Gather every line from the entries below that includes "Augusto".

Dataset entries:
*** Block opens ***

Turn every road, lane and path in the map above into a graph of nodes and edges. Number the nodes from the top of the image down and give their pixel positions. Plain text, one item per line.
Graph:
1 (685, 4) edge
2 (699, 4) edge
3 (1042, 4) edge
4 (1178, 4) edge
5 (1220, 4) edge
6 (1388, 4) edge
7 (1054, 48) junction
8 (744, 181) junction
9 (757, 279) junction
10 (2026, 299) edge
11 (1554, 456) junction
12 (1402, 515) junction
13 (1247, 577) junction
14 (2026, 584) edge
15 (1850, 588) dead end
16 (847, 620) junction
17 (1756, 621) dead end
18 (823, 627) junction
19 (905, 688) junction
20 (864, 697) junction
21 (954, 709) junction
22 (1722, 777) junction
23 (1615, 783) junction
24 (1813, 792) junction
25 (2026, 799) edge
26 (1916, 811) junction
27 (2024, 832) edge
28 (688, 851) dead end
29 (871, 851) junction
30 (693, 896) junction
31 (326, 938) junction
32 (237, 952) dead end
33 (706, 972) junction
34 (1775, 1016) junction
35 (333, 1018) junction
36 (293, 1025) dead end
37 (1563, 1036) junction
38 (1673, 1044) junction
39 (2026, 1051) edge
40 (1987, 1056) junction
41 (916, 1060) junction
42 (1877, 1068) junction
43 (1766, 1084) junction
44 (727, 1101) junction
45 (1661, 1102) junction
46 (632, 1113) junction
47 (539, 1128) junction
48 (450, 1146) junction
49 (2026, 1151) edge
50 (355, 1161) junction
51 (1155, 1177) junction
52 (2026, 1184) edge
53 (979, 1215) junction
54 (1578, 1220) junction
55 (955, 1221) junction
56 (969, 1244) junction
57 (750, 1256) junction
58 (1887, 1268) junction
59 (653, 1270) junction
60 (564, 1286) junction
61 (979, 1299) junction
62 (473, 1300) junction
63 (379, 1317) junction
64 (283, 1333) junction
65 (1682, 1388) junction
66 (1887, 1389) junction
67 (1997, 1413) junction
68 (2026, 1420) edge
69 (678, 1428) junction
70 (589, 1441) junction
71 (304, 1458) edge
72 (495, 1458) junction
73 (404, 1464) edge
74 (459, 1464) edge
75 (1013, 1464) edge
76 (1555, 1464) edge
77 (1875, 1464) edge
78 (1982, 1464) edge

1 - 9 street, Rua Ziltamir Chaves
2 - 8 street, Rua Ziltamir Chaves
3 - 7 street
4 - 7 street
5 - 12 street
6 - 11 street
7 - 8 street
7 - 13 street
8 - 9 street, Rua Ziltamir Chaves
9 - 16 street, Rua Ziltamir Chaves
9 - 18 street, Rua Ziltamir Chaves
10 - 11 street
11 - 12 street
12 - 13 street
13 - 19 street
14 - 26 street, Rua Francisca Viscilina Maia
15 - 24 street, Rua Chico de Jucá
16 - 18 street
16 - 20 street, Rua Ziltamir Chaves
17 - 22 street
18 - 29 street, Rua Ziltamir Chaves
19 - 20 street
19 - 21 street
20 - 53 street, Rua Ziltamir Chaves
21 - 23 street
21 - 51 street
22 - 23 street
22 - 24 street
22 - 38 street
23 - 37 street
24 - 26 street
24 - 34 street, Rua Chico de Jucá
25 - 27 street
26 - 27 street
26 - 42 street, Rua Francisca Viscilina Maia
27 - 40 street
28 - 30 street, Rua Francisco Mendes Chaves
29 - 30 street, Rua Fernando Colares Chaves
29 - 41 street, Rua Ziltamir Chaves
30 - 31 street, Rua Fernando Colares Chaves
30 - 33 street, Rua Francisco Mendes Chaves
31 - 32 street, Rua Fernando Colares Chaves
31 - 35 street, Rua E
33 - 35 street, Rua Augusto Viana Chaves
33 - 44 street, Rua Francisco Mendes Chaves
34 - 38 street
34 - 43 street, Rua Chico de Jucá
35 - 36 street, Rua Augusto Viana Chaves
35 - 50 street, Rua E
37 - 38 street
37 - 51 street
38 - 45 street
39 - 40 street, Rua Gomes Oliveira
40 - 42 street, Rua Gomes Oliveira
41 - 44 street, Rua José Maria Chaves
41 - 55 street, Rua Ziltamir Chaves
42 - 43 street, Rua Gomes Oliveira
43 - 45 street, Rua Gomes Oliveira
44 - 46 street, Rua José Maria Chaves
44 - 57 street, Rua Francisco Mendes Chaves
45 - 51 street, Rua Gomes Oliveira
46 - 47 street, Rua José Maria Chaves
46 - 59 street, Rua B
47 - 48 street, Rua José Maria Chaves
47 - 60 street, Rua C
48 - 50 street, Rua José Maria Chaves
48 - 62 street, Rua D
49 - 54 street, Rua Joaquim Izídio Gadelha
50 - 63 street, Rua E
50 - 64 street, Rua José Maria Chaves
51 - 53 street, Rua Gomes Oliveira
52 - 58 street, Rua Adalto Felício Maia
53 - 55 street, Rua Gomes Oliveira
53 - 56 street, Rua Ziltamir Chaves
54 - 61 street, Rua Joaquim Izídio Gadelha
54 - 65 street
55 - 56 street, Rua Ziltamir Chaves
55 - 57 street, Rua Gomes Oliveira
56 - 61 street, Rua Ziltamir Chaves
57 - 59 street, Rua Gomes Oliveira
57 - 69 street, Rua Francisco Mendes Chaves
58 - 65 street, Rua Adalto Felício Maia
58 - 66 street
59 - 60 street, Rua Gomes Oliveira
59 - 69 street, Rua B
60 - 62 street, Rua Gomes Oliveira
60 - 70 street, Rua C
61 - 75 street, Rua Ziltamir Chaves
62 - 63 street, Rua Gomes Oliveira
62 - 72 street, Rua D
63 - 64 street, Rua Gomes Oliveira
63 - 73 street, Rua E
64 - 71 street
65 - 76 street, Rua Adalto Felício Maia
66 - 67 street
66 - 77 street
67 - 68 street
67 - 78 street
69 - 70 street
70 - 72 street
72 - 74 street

*** Block closes ***

__Result of the exercise__
33 - 35 street, Rua Augusto Viana Chaves
35 - 36 street, Rua Augusto Viana Chaves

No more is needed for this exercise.